EXERCISE PROMPT ▸ Return the full set of entries precisely. Do not carry over any pictures.

╭──

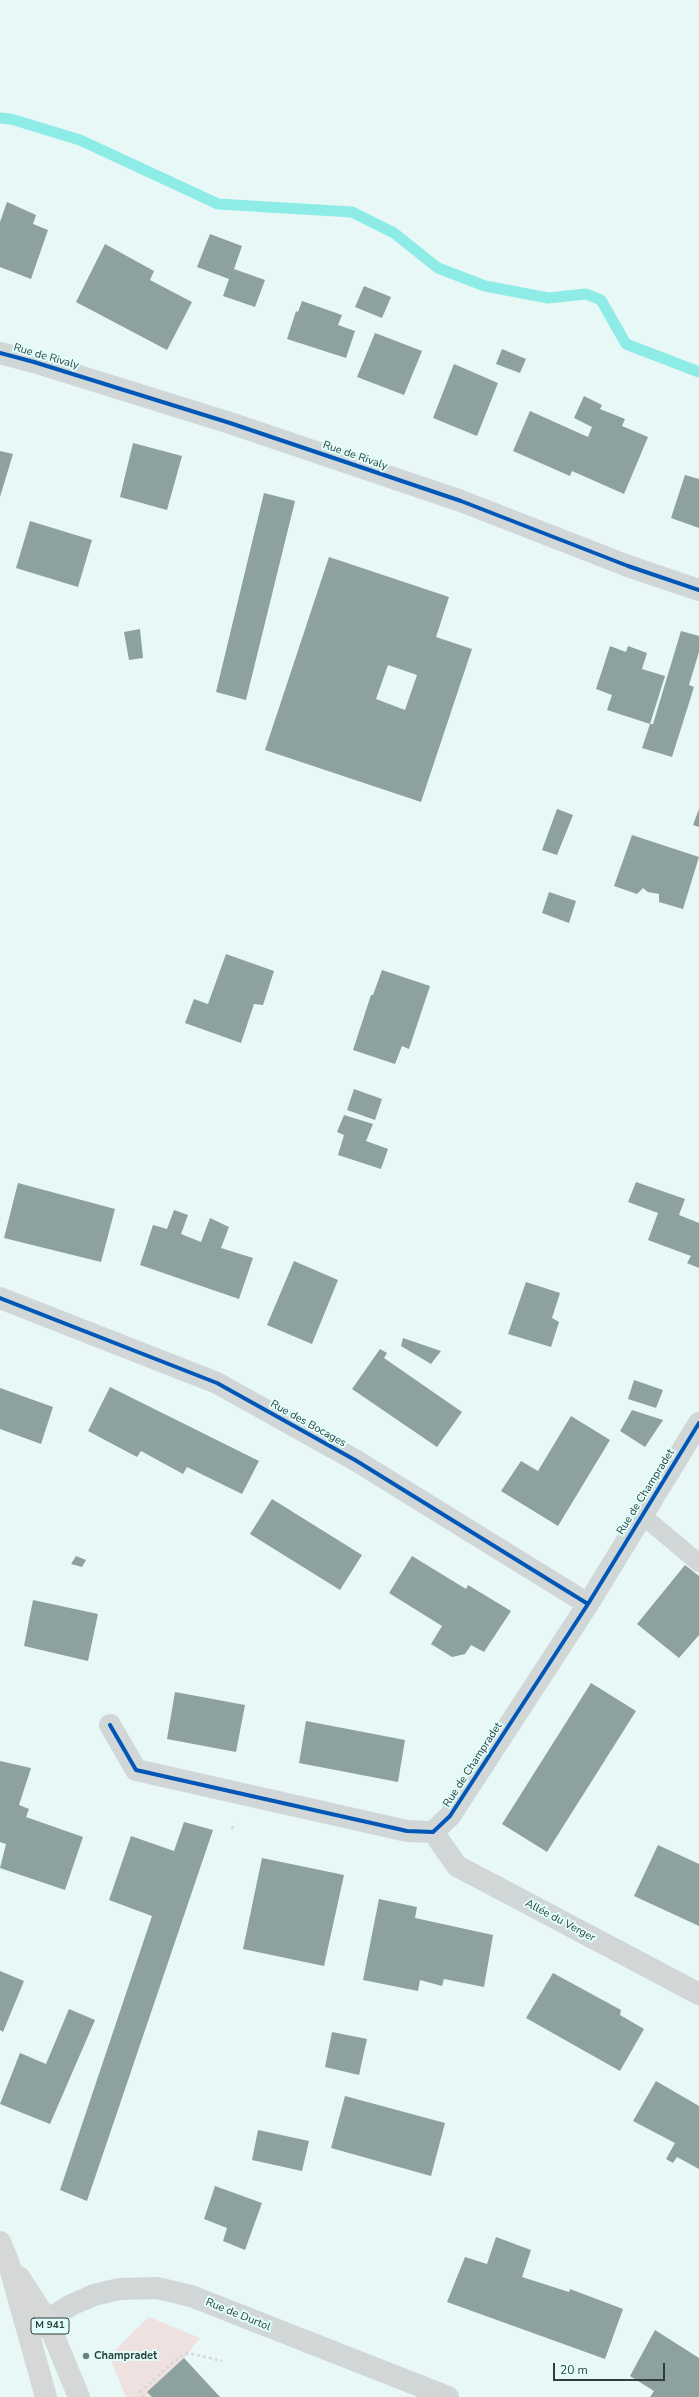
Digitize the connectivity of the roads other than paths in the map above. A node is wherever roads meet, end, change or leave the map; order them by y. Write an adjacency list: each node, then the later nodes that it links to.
1 (0, 354): 2 (street, Rue de Rivaly)
2 (699, 590)
3 (0, 1298): 7 (street, Rue des Bocages)
4 (699, 1423): 5 (street, Rue de Champradet)
5 (642, 1515): 6 (lane); 7 (street, Rue de Champradet)
6 (699, 1563)
7 (588, 1604): 9 (street, Rue de Champradet)
8 (110, 1725): 9 (street)
9 (433, 1832): 10 (street, Allée du Verger)
10 (699, 1994)
11 (4, 2251): 12 (main road, M 941); 13 (main road, M 941)
12 (47, 2320): 13 (street, Rue de Durtol); 15 (main road, M 941); 16 (street, Rue de Durtol)
13 (28, 2333): 14 (main road, M 941)
14 (46, 2397)
15 (78, 2397)
16 (448, 2397)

╰──

YOUR RESPONSE ▸
Digitize the connectivity of the roads other than paths in the map above. A node is wherever roads meet, end, change or leave the map; order them by y. Write an adjacency list: each node, then the later nodes that it links to.
1 (0, 354): 2 (street, Rue de Rivaly)
2 (699, 590)
3 (0, 1298): 7 (street, Rue des Bocages)
4 (699, 1423): 5 (street, Rue de Champradet)
5 (642, 1515): 6 (lane); 7 (street, Rue de Champradet)
6 (699, 1563)
7 (588, 1604): 9 (street, Rue de Champradet)
8 (110, 1725): 9 (street)
9 (433, 1832): 10 (street, Allée du Verger)
10 (699, 1994)
11 (4, 2251): 12 (main road, M 941); 13 (main road, M 941)
12 (47, 2320): 13 (street, Rue de Durtol); 15 (main road, M 941); 16 (street, Rue de Durtol)
13 (28, 2333): 14 (main road, M 941)
14 (46, 2397)
15 (78, 2397)
16 (448, 2397)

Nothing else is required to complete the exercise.